Transcribe each record precisely; images stay out.

Collected data
____________
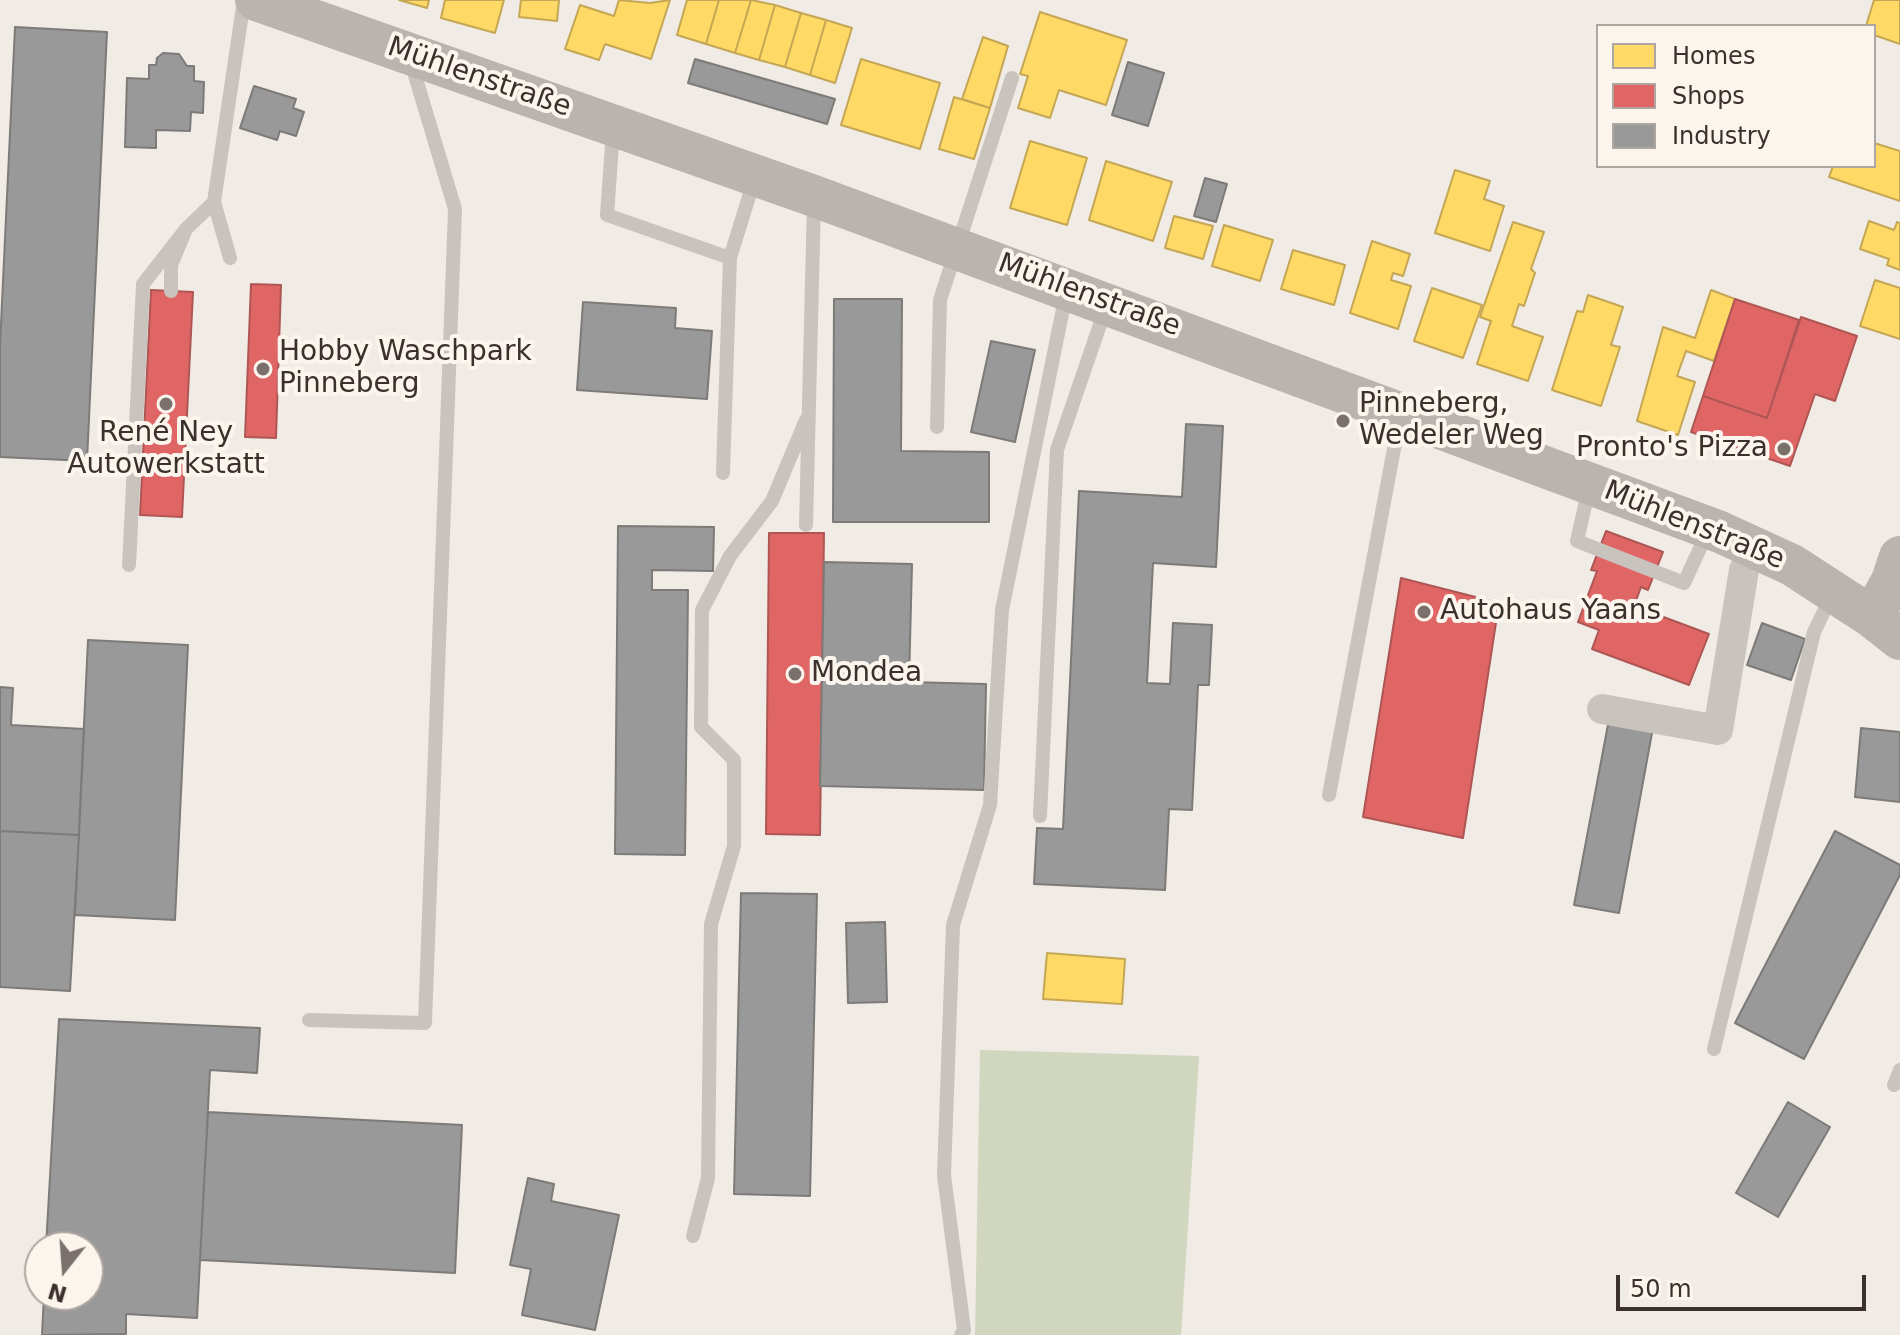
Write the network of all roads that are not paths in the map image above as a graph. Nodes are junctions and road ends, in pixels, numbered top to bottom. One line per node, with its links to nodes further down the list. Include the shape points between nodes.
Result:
1 (244, 0): 9 (lane)
2 (256, 0): 3 (main road, Mühlenstraße)
3 (312, 10): 4 (main road, Mühlenstraße)
4 (409, 53): 6 (main road, Mühlenstraße); 32 (lane, via 455,209 425,1023)
5 (1012, 78): 11 (lane)
6 (613, 126): 7 (main road, Mühlenstraße); 13 (lane, via 607,215)
7 (755, 175): 8 (main road, Mühlenstraße); 13 (lane)
8 (814, 196): 11 (main road, Mühlenstraße); 18 (lane)
9 (214, 202): 10 (lane); 12 (lane)
10 (186, 229): 15 (lane, via 171,265); 25 (lane, via 143,284)
11 (958, 248): 14 (main road, Mühlenstraße); 19 (lane, via 940,300)
12 (230, 258)
13 (730, 258): 20 (lane)
14 (1068, 288): 16 (main road, Mühlenstraße); 37 (lane, via 1002,610 990,805 953,925 944,1175)
15 (171, 291)
16 (1108, 303): 17 (main road, Mühlenstraße); 31 (lane, via 1057,450)
17 (1405, 415): 21 (main road, Mühlenstraße); 30 (lane, via 1394,449)
18 (806, 420): 22 (lane); 36 (lane, via 772,501 730,556 702,610 701,727 734,760 734,846 711,924 708,1178)
19 (937, 427)
20 (723, 473)
21 (1590, 483): 23 (main road, Mühlenstraße); 23 (lane, via 1577,541 1684,583)
22 (806, 525)
23 (1709, 528): 27 (main road, Mühlenstraße, via 1792,565)
24 (1900, 557): 28 (main road)
25 (129, 565)
26 (1744, 570): 29 (street, via 1718,730)
27 (1834, 592): 28 (main road, Mühlenstraße); 33 (lane, via 1814,632)
28 (1886, 628)
29 (1602, 709)
30 (1329, 795)
31 (1040, 816)
32 (309, 1020)
33 (1714, 1049)
34 (1900, 1070): 35 (lane)
35 (1894, 1085)
36 (693, 1236)
37 (961, 1335)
____________
#### Response area
Write the network of all roads that are not paths in the map image above as a graph. Nodes are junctions and road ends, in pixels, numbered top to bottom. One line per node, with its links to nodes further down the list. Include the shape points between nodes.
Result:
1 (244, 0): 9 (lane)
2 (256, 0): 3 (main road, Mühlenstraße)
3 (312, 10): 4 (main road, Mühlenstraße)
4 (409, 53): 6 (main road, Mühlenstraße); 32 (lane, via 455,209 425,1023)
5 (1012, 78): 11 (lane)
6 (613, 126): 7 (main road, Mühlenstraße); 13 (lane, via 607,215)
7 (755, 175): 8 (main road, Mühlenstraße); 13 (lane)
8 (814, 196): 11 (main road, Mühlenstraße); 18 (lane)
9 (214, 202): 10 (lane); 12 (lane)
10 (186, 229): 15 (lane, via 171,265); 25 (lane, via 143,284)
11 (958, 248): 14 (main road, Mühlenstraße); 19 (lane, via 940,300)
12 (230, 258)
13 (730, 258): 20 (lane)
14 (1068, 288): 16 (main road, Mühlenstraße); 37 (lane, via 1002,610 990,805 953,925 944,1175)
15 (171, 291)
16 (1108, 303): 17 (main road, Mühlenstraße); 31 (lane, via 1057,450)
17 (1405, 415): 21 (main road, Mühlenstraße); 30 (lane, via 1394,449)
18 (806, 420): 22 (lane); 36 (lane, via 772,501 730,556 702,610 701,727 734,760 734,846 711,924 708,1178)
19 (937, 427)
20 (723, 473)
21 (1590, 483): 23 (main road, Mühlenstraße); 23 (lane, via 1577,541 1684,583)
22 (806, 525)
23 (1709, 528): 27 (main road, Mühlenstraße, via 1792,565)
24 (1900, 557): 28 (main road)
25 (129, 565)
26 (1744, 570): 29 (street, via 1718,730)
27 (1834, 592): 28 (main road, Mühlenstraße); 33 (lane, via 1814,632)
28 (1886, 628)
29 (1602, 709)
30 (1329, 795)
31 (1040, 816)
32 (309, 1020)
33 (1714, 1049)
34 (1900, 1070): 35 (lane)
35 (1894, 1085)
36 (693, 1236)
37 (961, 1335)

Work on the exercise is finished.